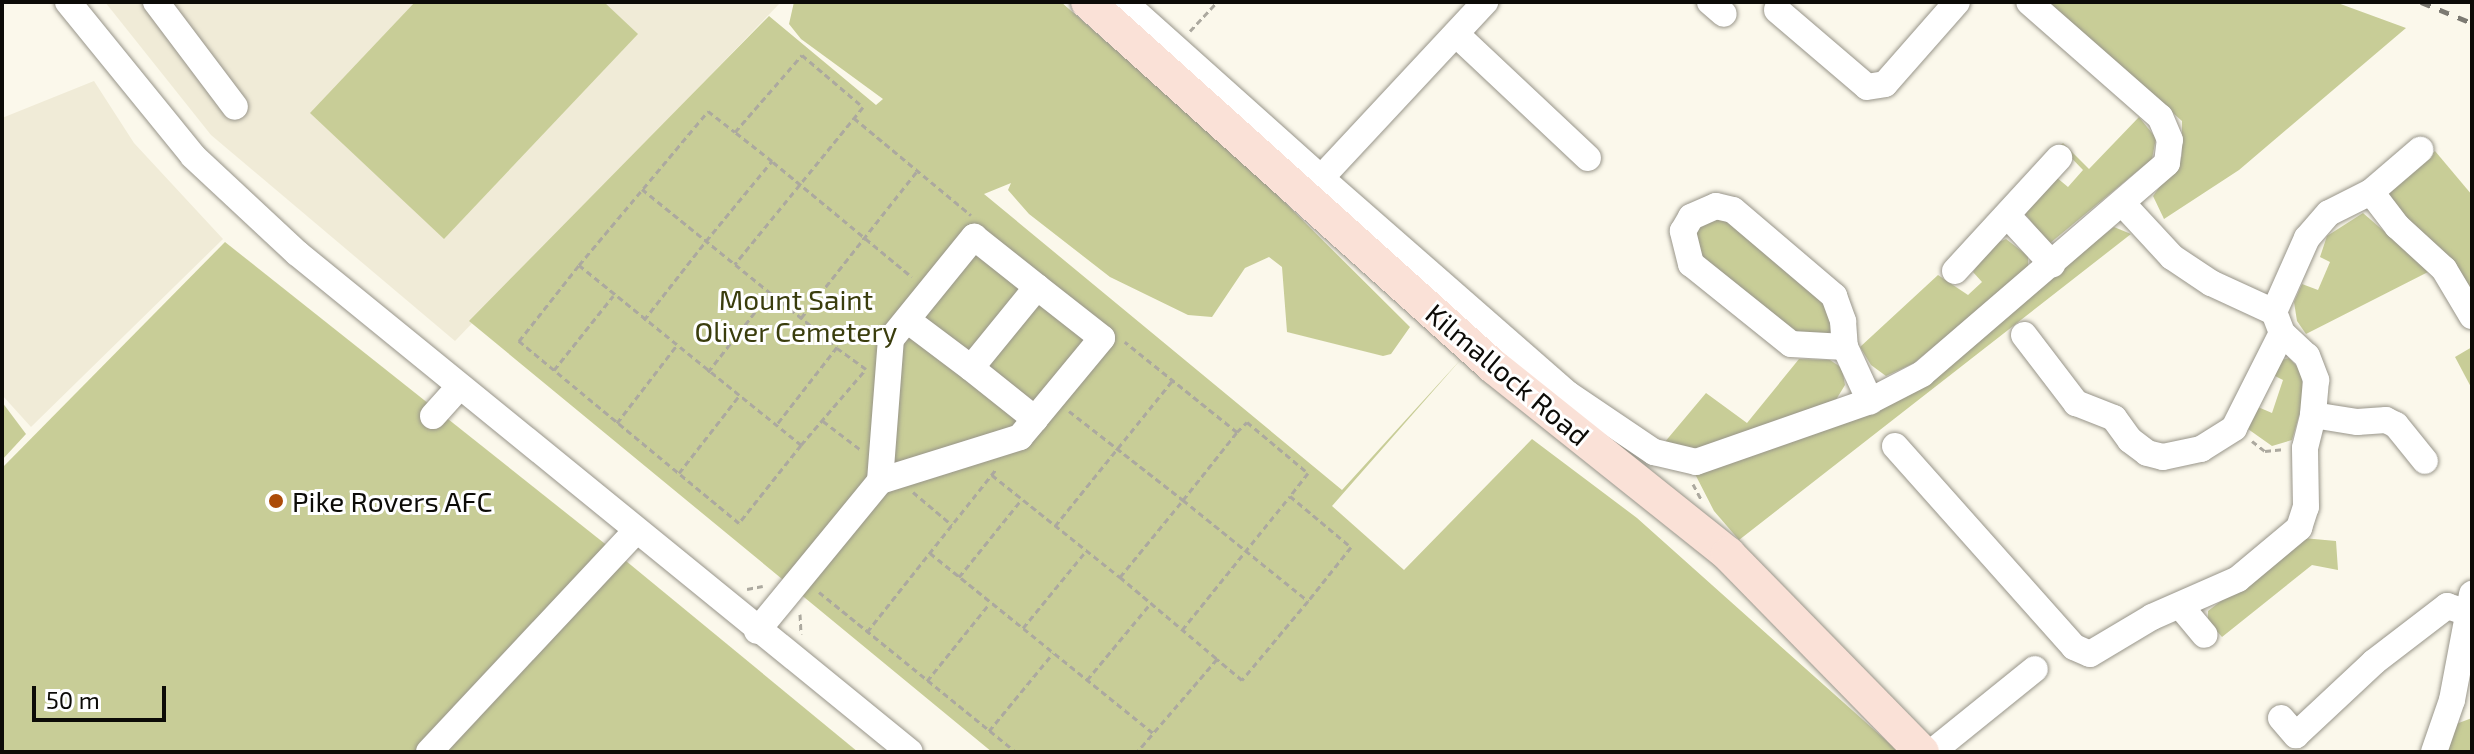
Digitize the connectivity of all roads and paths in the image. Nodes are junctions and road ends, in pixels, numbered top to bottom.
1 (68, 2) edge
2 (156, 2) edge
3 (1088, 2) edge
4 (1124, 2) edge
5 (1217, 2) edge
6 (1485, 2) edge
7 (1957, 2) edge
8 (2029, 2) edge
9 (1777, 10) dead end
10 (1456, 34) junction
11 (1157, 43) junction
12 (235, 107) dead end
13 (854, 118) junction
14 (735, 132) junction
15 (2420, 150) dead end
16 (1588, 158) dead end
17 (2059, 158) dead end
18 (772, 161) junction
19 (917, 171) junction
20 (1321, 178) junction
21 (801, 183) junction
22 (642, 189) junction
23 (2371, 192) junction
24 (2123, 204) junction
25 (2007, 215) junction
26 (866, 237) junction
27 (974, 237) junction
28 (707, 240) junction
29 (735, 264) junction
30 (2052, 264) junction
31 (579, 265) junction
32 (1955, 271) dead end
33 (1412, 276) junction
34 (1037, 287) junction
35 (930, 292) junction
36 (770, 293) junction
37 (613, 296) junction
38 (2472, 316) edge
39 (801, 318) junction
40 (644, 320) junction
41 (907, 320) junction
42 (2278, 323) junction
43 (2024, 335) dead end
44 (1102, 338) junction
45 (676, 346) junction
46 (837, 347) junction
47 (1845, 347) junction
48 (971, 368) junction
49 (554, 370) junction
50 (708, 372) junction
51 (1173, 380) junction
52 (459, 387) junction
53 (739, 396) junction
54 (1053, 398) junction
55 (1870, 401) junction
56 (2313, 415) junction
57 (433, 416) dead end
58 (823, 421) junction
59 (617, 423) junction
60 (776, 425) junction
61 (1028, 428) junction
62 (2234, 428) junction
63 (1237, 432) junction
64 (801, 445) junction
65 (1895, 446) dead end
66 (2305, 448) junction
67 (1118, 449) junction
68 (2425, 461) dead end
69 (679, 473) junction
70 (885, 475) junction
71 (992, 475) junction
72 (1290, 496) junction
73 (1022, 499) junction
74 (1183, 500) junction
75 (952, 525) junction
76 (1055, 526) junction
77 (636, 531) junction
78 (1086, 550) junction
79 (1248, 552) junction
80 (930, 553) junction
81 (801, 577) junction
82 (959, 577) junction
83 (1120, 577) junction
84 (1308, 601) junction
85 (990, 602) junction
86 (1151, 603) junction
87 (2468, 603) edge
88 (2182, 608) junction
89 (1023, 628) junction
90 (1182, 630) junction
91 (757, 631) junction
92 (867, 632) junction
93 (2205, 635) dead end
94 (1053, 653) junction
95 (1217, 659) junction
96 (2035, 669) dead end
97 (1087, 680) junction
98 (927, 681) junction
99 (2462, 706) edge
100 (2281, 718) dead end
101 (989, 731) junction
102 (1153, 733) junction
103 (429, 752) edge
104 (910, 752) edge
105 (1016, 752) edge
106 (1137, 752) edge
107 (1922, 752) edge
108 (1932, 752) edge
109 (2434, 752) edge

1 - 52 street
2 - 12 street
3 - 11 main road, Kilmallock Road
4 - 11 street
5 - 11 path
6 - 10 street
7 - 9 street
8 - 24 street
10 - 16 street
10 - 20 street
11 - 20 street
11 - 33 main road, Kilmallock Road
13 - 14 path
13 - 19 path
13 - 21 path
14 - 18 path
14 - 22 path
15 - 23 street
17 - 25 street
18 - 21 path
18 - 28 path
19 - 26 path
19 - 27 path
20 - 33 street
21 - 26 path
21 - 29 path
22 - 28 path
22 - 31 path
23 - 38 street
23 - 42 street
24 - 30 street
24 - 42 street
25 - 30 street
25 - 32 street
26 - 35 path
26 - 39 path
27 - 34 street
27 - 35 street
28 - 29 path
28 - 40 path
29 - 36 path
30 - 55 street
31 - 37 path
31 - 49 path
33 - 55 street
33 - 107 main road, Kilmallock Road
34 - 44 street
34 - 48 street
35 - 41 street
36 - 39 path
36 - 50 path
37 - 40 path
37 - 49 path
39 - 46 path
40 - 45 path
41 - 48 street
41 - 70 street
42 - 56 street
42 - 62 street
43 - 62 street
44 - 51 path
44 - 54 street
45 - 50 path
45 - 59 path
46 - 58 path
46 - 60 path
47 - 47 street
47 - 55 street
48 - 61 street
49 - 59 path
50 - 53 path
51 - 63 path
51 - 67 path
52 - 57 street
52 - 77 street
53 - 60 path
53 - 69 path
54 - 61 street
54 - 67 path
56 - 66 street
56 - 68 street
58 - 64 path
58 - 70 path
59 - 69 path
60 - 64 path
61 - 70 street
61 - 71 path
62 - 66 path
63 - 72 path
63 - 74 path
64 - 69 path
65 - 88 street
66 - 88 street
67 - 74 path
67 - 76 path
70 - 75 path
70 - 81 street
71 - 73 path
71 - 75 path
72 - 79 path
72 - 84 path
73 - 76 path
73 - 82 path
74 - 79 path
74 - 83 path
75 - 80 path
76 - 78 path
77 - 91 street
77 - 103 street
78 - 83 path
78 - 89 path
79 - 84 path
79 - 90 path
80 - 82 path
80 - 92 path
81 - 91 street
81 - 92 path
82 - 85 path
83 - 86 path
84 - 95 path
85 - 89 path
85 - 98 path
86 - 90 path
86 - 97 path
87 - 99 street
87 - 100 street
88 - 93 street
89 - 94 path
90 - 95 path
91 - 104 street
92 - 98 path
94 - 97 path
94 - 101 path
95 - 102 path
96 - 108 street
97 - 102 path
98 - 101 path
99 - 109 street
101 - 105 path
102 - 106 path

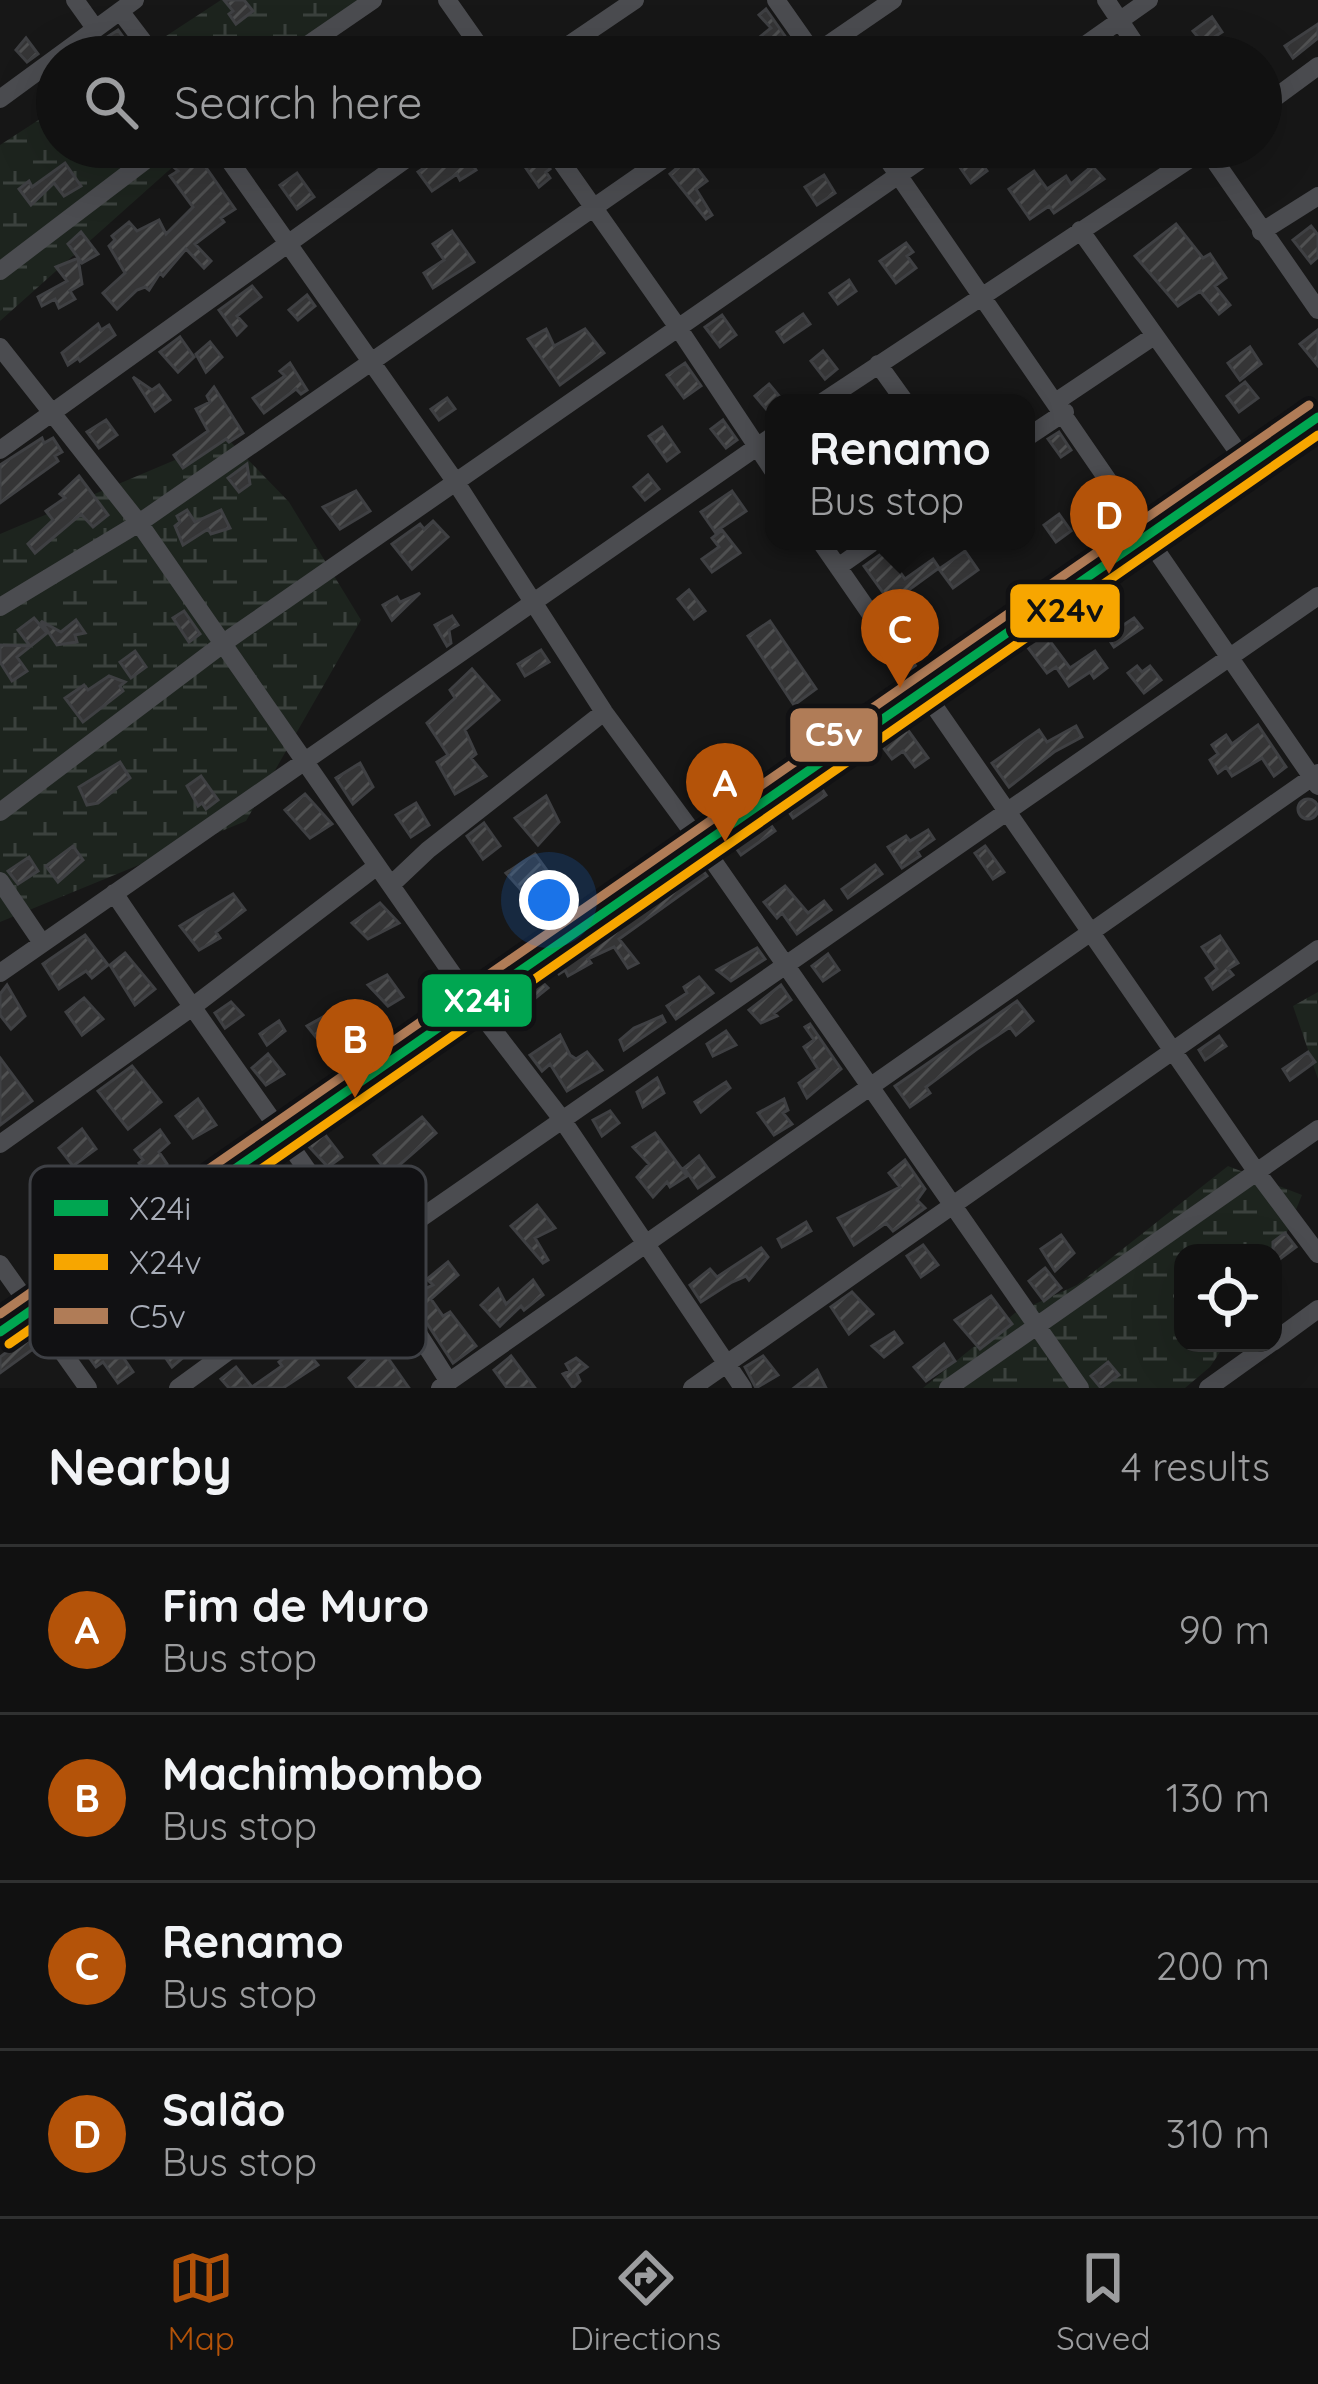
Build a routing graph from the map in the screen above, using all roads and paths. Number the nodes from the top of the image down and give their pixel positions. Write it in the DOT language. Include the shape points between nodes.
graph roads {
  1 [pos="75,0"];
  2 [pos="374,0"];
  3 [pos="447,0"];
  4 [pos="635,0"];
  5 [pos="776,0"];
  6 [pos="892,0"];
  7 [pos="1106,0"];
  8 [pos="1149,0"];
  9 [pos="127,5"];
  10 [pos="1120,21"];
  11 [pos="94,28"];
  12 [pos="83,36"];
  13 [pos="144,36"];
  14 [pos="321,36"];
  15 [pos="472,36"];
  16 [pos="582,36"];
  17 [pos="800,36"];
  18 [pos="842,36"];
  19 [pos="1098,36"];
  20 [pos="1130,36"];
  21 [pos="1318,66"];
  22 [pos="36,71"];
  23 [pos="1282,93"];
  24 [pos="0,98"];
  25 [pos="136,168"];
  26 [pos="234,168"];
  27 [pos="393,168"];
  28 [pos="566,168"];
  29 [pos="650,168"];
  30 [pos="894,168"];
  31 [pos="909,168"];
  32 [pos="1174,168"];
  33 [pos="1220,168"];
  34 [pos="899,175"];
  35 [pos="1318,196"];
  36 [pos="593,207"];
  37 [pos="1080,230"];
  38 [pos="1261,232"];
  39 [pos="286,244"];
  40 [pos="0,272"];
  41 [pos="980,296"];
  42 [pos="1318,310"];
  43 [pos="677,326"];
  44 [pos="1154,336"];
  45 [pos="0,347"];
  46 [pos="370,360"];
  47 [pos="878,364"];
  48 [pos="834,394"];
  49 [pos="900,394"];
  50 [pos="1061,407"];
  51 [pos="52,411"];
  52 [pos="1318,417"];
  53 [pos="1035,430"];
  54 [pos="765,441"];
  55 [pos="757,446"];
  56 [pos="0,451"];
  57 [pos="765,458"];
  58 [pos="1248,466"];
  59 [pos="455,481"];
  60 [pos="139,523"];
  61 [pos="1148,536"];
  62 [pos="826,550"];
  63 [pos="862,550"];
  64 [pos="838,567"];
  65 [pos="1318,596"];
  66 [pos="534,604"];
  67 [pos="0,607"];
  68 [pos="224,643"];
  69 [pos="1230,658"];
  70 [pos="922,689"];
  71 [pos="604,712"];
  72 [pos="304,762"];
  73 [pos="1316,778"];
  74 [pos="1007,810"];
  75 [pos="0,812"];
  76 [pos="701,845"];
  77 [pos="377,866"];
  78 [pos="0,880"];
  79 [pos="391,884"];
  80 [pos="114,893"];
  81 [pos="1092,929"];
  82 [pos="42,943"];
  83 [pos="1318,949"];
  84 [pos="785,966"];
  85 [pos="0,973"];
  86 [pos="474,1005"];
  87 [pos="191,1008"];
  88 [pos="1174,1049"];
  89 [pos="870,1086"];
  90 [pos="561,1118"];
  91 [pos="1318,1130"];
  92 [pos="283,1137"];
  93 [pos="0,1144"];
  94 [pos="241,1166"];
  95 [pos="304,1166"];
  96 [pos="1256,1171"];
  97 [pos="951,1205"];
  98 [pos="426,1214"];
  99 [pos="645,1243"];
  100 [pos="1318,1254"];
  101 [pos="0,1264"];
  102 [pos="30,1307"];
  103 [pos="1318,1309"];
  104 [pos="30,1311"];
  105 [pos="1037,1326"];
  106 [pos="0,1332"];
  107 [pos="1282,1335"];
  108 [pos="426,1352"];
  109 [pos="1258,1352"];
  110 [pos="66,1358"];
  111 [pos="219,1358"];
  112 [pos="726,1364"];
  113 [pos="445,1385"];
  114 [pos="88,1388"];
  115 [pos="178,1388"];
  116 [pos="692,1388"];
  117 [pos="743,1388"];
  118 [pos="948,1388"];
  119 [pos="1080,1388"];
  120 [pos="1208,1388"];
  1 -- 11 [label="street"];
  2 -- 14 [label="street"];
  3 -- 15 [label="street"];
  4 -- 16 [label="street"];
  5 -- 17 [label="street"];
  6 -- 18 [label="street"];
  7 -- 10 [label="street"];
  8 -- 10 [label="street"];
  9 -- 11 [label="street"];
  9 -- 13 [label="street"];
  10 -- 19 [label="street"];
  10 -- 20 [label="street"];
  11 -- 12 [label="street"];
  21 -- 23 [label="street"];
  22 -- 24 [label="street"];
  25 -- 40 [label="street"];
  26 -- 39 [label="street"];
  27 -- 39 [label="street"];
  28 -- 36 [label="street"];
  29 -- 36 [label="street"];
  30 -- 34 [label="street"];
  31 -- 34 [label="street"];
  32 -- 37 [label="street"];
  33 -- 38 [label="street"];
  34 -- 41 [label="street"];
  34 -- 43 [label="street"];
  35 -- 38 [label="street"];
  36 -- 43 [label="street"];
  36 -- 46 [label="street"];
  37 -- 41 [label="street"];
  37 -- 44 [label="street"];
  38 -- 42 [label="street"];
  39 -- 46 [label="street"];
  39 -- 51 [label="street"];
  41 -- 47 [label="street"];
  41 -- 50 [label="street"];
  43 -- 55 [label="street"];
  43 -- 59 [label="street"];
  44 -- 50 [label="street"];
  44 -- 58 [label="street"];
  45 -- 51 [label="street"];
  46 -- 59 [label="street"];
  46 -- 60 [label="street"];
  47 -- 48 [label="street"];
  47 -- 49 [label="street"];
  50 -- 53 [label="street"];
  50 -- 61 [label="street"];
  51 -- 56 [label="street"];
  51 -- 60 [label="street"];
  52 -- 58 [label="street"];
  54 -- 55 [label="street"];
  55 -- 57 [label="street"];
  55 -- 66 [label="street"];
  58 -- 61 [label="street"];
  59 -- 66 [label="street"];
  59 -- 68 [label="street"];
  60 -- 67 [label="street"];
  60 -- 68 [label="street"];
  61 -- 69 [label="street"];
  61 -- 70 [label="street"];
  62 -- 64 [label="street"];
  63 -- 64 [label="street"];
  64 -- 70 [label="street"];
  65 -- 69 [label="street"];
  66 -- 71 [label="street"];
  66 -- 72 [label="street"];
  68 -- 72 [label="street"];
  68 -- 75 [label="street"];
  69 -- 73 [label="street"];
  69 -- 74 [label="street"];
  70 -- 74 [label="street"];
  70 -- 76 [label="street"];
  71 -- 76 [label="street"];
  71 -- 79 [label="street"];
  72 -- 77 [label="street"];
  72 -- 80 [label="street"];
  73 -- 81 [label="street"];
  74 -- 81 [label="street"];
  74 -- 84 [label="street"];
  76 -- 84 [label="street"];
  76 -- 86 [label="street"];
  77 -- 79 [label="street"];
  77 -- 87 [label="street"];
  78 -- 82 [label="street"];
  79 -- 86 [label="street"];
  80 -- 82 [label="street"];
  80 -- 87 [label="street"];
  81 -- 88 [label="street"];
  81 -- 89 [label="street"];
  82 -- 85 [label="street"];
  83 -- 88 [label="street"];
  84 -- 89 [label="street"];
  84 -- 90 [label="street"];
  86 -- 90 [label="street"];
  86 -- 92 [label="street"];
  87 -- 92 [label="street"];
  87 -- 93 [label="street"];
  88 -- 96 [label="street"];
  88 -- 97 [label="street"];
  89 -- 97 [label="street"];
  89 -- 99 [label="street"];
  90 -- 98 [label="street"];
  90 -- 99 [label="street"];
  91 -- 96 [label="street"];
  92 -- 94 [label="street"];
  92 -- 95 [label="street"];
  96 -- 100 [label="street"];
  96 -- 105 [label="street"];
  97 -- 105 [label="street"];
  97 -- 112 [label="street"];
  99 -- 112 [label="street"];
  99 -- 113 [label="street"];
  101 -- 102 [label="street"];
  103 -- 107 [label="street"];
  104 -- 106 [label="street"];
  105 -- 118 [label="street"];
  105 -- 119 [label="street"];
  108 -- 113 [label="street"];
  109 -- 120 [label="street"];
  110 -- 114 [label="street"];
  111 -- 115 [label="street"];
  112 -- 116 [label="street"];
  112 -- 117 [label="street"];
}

* * * * * * *

▶ Work order: The total, and only the total: count the lines above that contain "image".

▶ Answer to this task: 2